I'm okay with wood but I don't know if I can swing a bridge like that. I'm open to other ideas though, do you have a link to some "premade wire grid" or is that something I have to bend up out of some wire mesh?


----------



## upsman4767

Outstanding work! I'm very impressed.


----------



## sptrains.com

Valiant,

The stuff is this : Ceiling Track grid & Supports

I'm working on getting pictures up, but here are pictures of the one in my son's room. It's off a camera phone, so not ideal.










I put molly bolts in the ceiling with washers, and a circular hanger from home depot connected to the S hook hangers. Then I zip tied all the pieces together with black zip ties, and used the S hook to loop around each joint. It's very stable but since I didn't use any shelf brackets instead suspending the entire thing, it sways when stopping my son's large G trains suddenly.

I hope this helps.


----------



## RagnarRobertssonRR

Wow - just like Lionel or G trains, only smaller!


----------



## Stan kolak

*Ceiling train*

Nice job. I too have a ceiling mount, but with no bridges. I cleared the two door frames. Each corner is a season of the year.


----------



## Boston&Maine

Stan kolak said:


> Nice job. I too have a ceiling mount, but with no bridges. I cleared the two door frames.
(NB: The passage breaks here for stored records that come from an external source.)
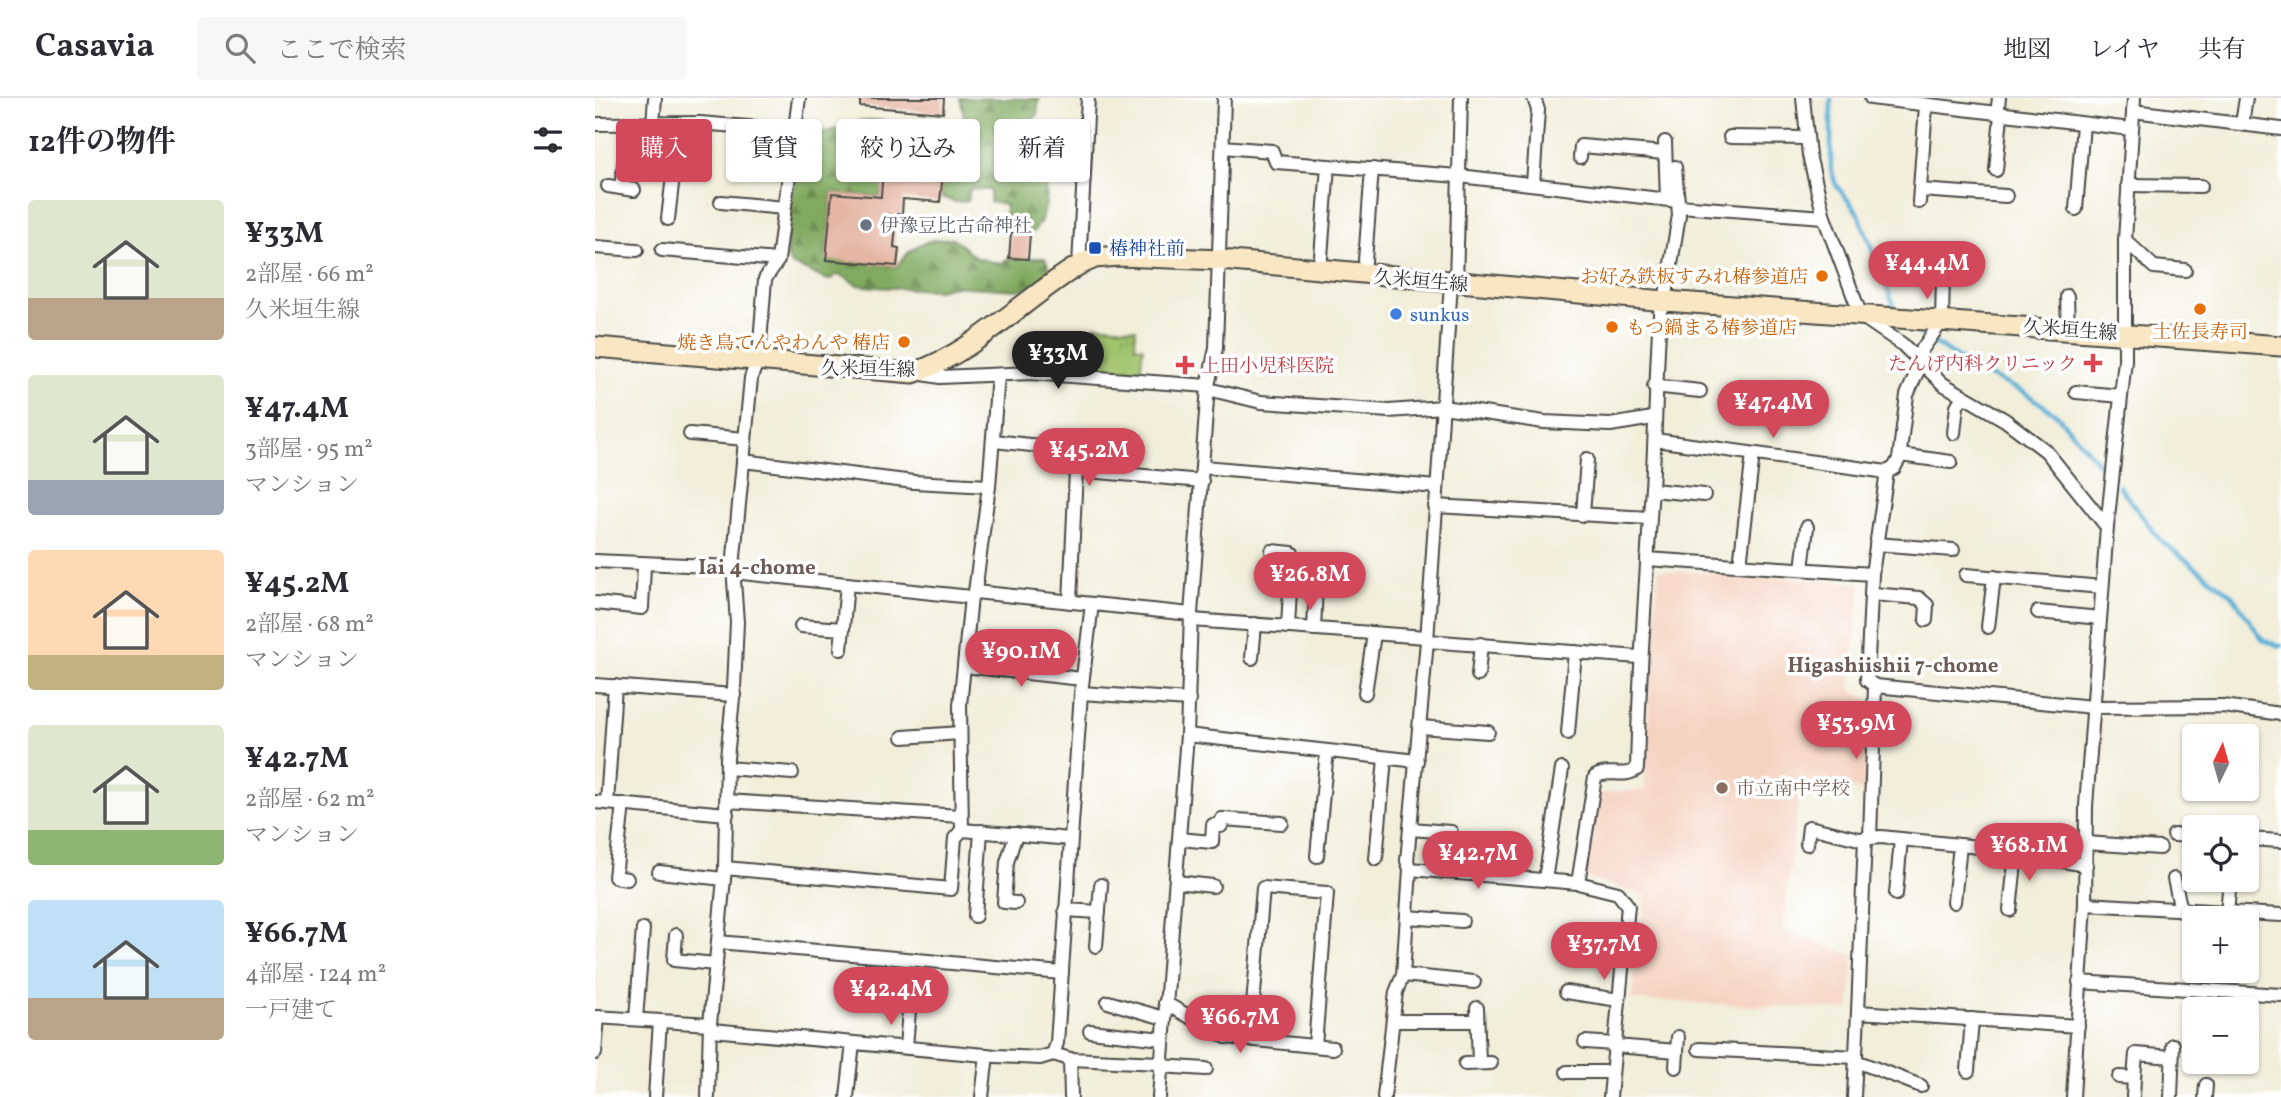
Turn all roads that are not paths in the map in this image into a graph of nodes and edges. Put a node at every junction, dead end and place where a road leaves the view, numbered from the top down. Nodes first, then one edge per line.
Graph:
1 (655, 98) edge
2 (799, 98) edge
3 (1087, 98) edge
4 (1224, 98) edge
5 (1461, 98) edge
6 (1534, 98) edge
7 (1803, 98) edge
8 (1871, 98) edge
9 (1999, 98) edge
10 (2246, 98) edge
11 (1887, 99) edge
12 (1935, 104) edge
13 (2133, 104) edge
14 (1999, 114) junction
15 (653, 119) edge
16 (796, 119) edge
17 (595, 124) edge
18 (616, 124) edge
19 (2083, 124) junction
20 (2242, 124) junction
21 (2131, 129) junction
22 (2281, 129) edge
23 (1730, 136) dead end
24 (1807, 138) junction
25 (1223, 147) junction
26 (1580, 157) dead end
27 (1328, 166) junction
28 (1675, 167) dead end
29 (1372, 169) junction
30 (1996, 170) dead end
31 (1459, 176) junction
32 (622, 182) edge
33 (667, 182) edge
34 (788, 182) edge
35 (1533, 184) junction
36 (2128, 185) junction
37 (2201, 186) dead end
38 (621, 188) dead end
39 (2006, 196) dead end
40 (721, 202) dead end
41 (1674, 202) junction
42 (785, 208) junction
43 (2076, 209) dead end
44 (1824, 218) junction
45 (668, 219) dead end
46 (2125, 240) junction
47 (595, 247) edge
48 (637, 250) dead end
49 (662, 250) dead end
50 (778, 260) junction
51 (1221, 260) junction
52 (1079, 265) junction
53 (1320, 270) junction
54 (2185, 270) dead end
55 (1364, 274) junction
56 (1943, 274) dead end
57 (1453, 283) junction
58 (2067, 296) dead end
59 (1663, 301) junction
60 (1861, 316) junction
61 (2068, 329) junction
62 (2126, 332) junction
63 (1934, 333) junction
64 (2281, 346) edge
65 (595, 347) edge
66 (1918, 360) junction
67 (755, 362) junction
68 (913, 373) junction
69 (998, 375) junction
70 (1654, 386) junction
71 (1208, 388) junction
72 (1700, 391) dead end
73 (2076, 392) dead end
74 (1962, 396) junction
75 (2121, 396) junction
76 (1443, 407) junction
77 (1653, 418) junction
78 (1954, 433) dead end
79 (690, 435) dead end
80 (745, 439) junction
81 (1654, 440) junction
82 (994, 441) junction
83 (1753, 454) junction
84 (1900, 455) junction
85 (1587, 459) dead end
86 (743, 461) junction
87 (1951, 462) dead end
88 (1203, 467) junction
89 (1076, 470) junction
90 (1887, 472) junction
91 (1202, 481) junction
92 (989, 486) junction
93 (1437, 487) junction
94 (1652, 490) junction
95 (1704, 495) dead end
96 (1435, 506) junction
97 (1583, 515) junction
98 (1649, 518) junction
99 (1807, 527) dead end
100 (2107, 527) junction
101 (1876, 544) junction
102 (1953, 550) dead end
103 (1272, 551) dead end
104 (1647, 559) junction
105 (595, 561) edge
106 (644, 565) junction
107 (1740, 565) junction
108 (1802, 569) junction
109 (733, 570) junction
110 (1872, 574) junction
111 (1966, 575) dead end
112 (1994, 577) junction
113 (847, 584) junction
114 (1316, 585) dead end
115 (2102, 587) junction
116 (1871, 594) junction
117 (973, 595) junction
118 (1070, 602) junction
119 (595, 603) edge
120 (1092, 604) junction
121 (2038, 612) dead end
122 (1191, 617) junction
123 (2100, 618) junction
124 (1926, 620) dead end
125 (1255, 624) junction
126 (801, 626) dead end
127 (1288, 627) junction
128 (1989, 627) dead end
129 (843, 629) junction
130 (1314, 629) junction
131 (1374, 634) junction
132 (1427, 639) junction
133 (1481, 644) junction
134 (841, 649) dead end
135 (1575, 652) junction
136 (1639, 657) junction
137 (1252, 658) dead end
138 (964, 666) junction
139 (1478, 675) dead end
140 (1082, 679) junction
141 (595, 685) edge
142 (1875, 685) junction
143 (615, 686) junction
144 (1081, 693) junction
145 (1365, 693) dead end
146 (734, 695) junction
147 (1189, 700) junction
148 (2093, 707) junction
149 (2281, 713) edge
150 (1420, 727) junction
151 (1488, 732) dead end
152 (960, 733) junction
153 (1568, 733) dead end
154 (1187, 735) junction
155 (903, 737) dead end
156 (1327, 751) junction
157 (1385, 758) junction
158 (1417, 761) junction
159 (727, 768) junction
160 (1562, 769) dead end
161 (793, 773) dead end
162 (601, 802) edge
163 (623, 804) junction
164 (727, 807) junction
165 (960, 816) junction
166 (1282, 824) dead end
167 (1410, 829) junction
168 (962, 830) junction
169 (981, 831) junction
170 (1451, 832) dead end
171 (1016, 834) junction
172 (2174, 835) dead end
173 (2182, 835) edge
174 (1868, 838) junction
175 (1071, 839) junction
176 (1179, 839) junction
177 (1901, 839) junction
178 (2259, 840) edge
179 (2281, 841) edge
180 (2086, 843) junction
181 (1807, 844) dead end
182 (1960, 845) junction
183 (2159, 848) dead end
184 (2016, 853) junction
185 (1317, 856) dead end
186 (1376, 859) dead end
187 (2086, 865) junction
188 (1410, 869) junction
189 (659, 872) dead end
190 (724, 873) junction
191 (627, 878) dead end
192 (2175, 879) dead end
193 (1545, 880) junction
194 (1176, 882) junction
195 (1578, 883) junction
196 (1101, 885) dead end
197 (1213, 886) dead end
198 (1896, 894) dead end
199 (1954, 902) dead end
200 (1016, 903) dead end
201 (2085, 904) junction
202 (2010, 909) dead end
203 (1065, 910) junction
204 (2181, 910) joint
205 (1099, 912) junction
206 (2259, 914) edge
207 (2281, 915) edge
208 (975, 916) dead end
209 (1407, 917) junction
210 (1462, 921) dead end
211 (643, 929) dead end
212 (676, 935) dead end
213 (718, 943) junction
214 (1096, 946) dead end
215 (716, 964) junction
216 (1062, 973) junction
217 (1403, 975) junction
218 (1474, 982) dead end
219 (2079, 982) junction
220 (1566, 992) dead end
221 (2281, 995) edge
222 (1619, 1000) junction
223 (1108, 1002) dead end
224 (1165, 1003) junction
225 (909, 1010) dead end
226 (1859, 1012) junction
227 (596, 1017) edge
228 (1164, 1018) junction
229 (636, 1019) junction
230 (1972, 1019) junction
231 (660, 1021) junction
232 (1392, 1021) junction
233 (2078, 1026) junction
234 (711, 1027) junction
235 (1090, 1031) dead end
236 (1678, 1037) dead end
237 (1162, 1039) junction
238 (1250, 1040) junction
239 (1585, 1042) dead end
240 (853, 1043) junction
241 (1615, 1045) junction
242 (1315, 1046) junction
243 (906, 1047) junction
244 (1333, 1048) dead end
245 (1699, 1049) dead end
246 (1677, 1051) junction
247 (595, 1053) edge
248 (1053, 1054) junction
249 (987, 1055) junction
250 (1070, 1059) junction
251 (1856, 1059) junction
252 (1465, 1063) dead end
253 (1160, 1064) junction
254 (1676, 1066) dead end
255 (1206, 1069) dead end
256 (1968, 1071) dead end
257 (1567, 1072) dead end
258 (1612, 1072) junction
259 (2119, 1077) dead end
260 (2134, 1078) junction
261 (1921, 1086) dead end
262 (655, 1097) edge
263 (708, 1097) edge
264 (847, 1097) edge
265 (982, 1097) edge
266 (1071, 1097) edge
267 (1159, 1097) edge
268 (1384, 1097) edge
269 (1610, 1097) edge
270 (1854, 1097) edge
271 (2073, 1097) edge
272 (2133, 1097) edge
273 (2171, 1097) edge

1 - 15 street
2 - 16 street
3 - 52 street
4 - 25 street
5 - 31 street
6 - 35 street
7 - 24 street
8 - 11 street
9 - 14 street
10 - 20 street
11 - 12 street
12 - 14 street
12 - 39 street
13 - 20 street
13 - 21 street
14 - 19 street
14 - 30 street
17 - 18 street
19 - 21 street
19 - 43 street
20 - 22 street
21 - 36 street
23 - 24 street
24 - 44 street
25 - 27 street
25 - 51 street
26 - 41 street
27 - 29 street
27 - 53 street
28 - 41 street
29 - 31 street
29 - 55 street
31 - 35 street
31 - 57 street
32 - 38 street
33 - 45 street
34 - 42 street
35 - 41 street
36 - 37 street
36 - 46 street
40 - 42 street
41 - 44 street
41 - 59 street
42 - 50 street
44 - 60 street
46 - 54 street
46 - 62 street
47 - 48 street
49 - 50 street
50 - 67 street
51 - 52 main road, 久米垣生線
51 - 53 main road, 久米垣生線
51 - 71 street
52 - 68 main road, 久米垣生線
53 - 55 main road, 久米垣生線
55 - 57 main road, 久米垣生線
56 - 63 street
57 - 59 main road, 久米垣生線
57 - 76 street
58 - 61 street
59 - 60 main road, 久米垣生線
59 - 70 street
60 - 63 main road, 久米垣生線
60 - 66 street
61 - 62 main road, 久米垣生線
61 - 63 main road, 久米垣生線
62 - 64 main road, 久米垣生線
62 - 75 street
63 - 66 street
65 - 67 main road, 久米垣生線
66 - 74 street
66 - 84 street
67 - 68 main road, 久米垣生線
67 - 80 street
68 - 69 street
69 - 71 street
69 - 82 street
70 - 72 street
70 - 77 street
71 - 76 street
71 - 88 street
73 - 75 street
74 - 78 street
74 - 100 street
75 - 100 street
76 - 77 street
76 - 93 street
77 - 81 street
79 - 80 street
80 - 86 street
81 - 83 street
81 - 94 street
82 - 89 street
82 - 92 street
83 - 90 street
83 - 107 street
84 - 87 street
84 - 90 street
85 - 97 street
86 - 92 street
86 - 109 street
88 - 91 street
88 - 93 street
89 - 91 street
89 - 118 street
90 - 101 street
91 - 122 street
92 - 117 street
93 - 96 street
94 - 95 street
94 - 98 street
96 - 97 street
96 - 132 street
97 - 98 street
98 - 104 street
99 - 108 street
100 - 115 street
101 - 102 street
101 - 110 street
103 - 127 street
104 - 107 street
104 - 136 street
105 - 106 street
106 - 109 street
106 - 119 street
107 - 108 street
108 - 110 street
109 - 113 street
109 - 146 street
110 - 116 street
111 - 112 street
112 - 115 street
112 - 128 street
113 - 117 street
113 - 129 street
114 - 130 street
115 - 123 street
116 - 124 street
116 - 142 street
117 - 118 street
117 - 138 street
118 - 120 street
120 - 122 street
120 - 140 street
121 - 123 street
122 - 125 street
122 - 147 street
123 - 148 street
125 - 127 street
125 - 137 street
126 - 129 street
127 - 130 street
129 - 134 street
130 - 131 street
131 - 132 street
131 - 145 street
132 - 133 street
132 - 150 street
133 - 135 street
133 - 139 street
135 - 136 street
135 - 153 street
136 - 195 street
138 - 140 street
138 - 152 street
140 - 144 street
141 - 143 street
142 - 148 street
142 - 174 street
143 - 146 street
143 - 162 street
144 - 147 street
144 - 175 street
146 - 159 street
147 - 154 street
148 - 149 street
148 - 180 street
150 - 151 street
150 - 158 street
152 - 155 street
152 - 165 street
154 - 156 street
154 - 176 street
156 - 157 street
156 - 185 street
157 - 158 street
157 - 186 street
158 - 167 street
159 - 161 street
159 - 164 street
160 - 193 street
162 - 163 street
163 - 164 street
163 - 191 street
164 - 165 street
164 - 190 street
165 - 168 street
166 - 176 street
167 - 170 street
167 - 188 street
168 - 169 street
168 - 190 street
169 - 171 street
169 - 208 street
171 - 175 street
171 - 200 street
172 - 173 street
174 - 177 street
174 - 181 street
174 - 226 street
175 - 203 street
176 - 194 street
177 - 182 street
177 - 198 street
178 - 179 street
180 - 183 street
180 - 187 street
182 - 184 street
182 - 199 street
184 - 187 street
184 - 202 street
187 - 201 street
188 - 193 street
188 - 209 street
189 - 190 street
190 - 213 street
192 - 204 street
193 - 195 street
194 - 197 street
194 - 224 street
195 - 222 street
196 - 205 street
201 - 204 street
201 - 219 street
203 - 205 street
203 - 216 street
205 - 214 street
206 - 207 street
209 - 210 street
209 - 217 street
211 - 229 street
212 - 215 street
213 - 215 street
213 - 216 street
215 - 234 street
216 - 248 street
217 - 218 street
217 - 232 street
219 - 221 street
219 - 233 street
220 - 222 street
222 - 241 street
223 - 228 street
224 - 228 street
224 - 238 street
225 - 243 street
226 - 230 street
226 - 251 street
227 - 229 street
227 - 247 street
228 - 237 street
229 - 231 street
230 - 233 street
230 - 256 street
231 - 234 street
231 - 262 street
232 - 252 street
232 - 268 street
233 - 271 street
234 - 240 street
234 - 263 street
235 - 237 street
236 - 246 street
237 - 253 street
238 - 242 street
238 - 242 street
239 - 241 street
240 - 243 street
240 - 264 street
241 - 246 street
241 - 258 street
242 - 244 street
243 - 249 street
245 - 251 street
246 - 254 street
248 - 249 street
248 - 250 street
249 - 265 street
250 - 253 street
250 - 266 street
251 - 261 street
251 - 270 street
253 - 255 street
253 - 267 street
257 - 258 street
258 - 269 street
259 - 260 street
260 - 272 street
260 - 273 street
Each corner is a season of the year.


That is awsome idea Stan, I bet it looks really cool... Any chance that you can get some pictures of it uploaded to here?


----------



## railroadstooge

Hats off to you for the arch truss bridge. Really some impressive work.


----------



## Stan kolak

*Ceiling trains*

I also have a ceiling train set-up, but with no bridges. I sent them to the forum but with no title, on Monday night, EDT, May 12th. I hope someone finds them and post them. My wife did most of the work, picking out the best. Stan Kolak


----------



## Stan kolak

*Ceiling train, sent to forum, hope it gets on board*



Boston&Maine said:


> That is awsome idea Stan, I bet it looks really cool... Any chance that you can get some pictures of it uploaded to here?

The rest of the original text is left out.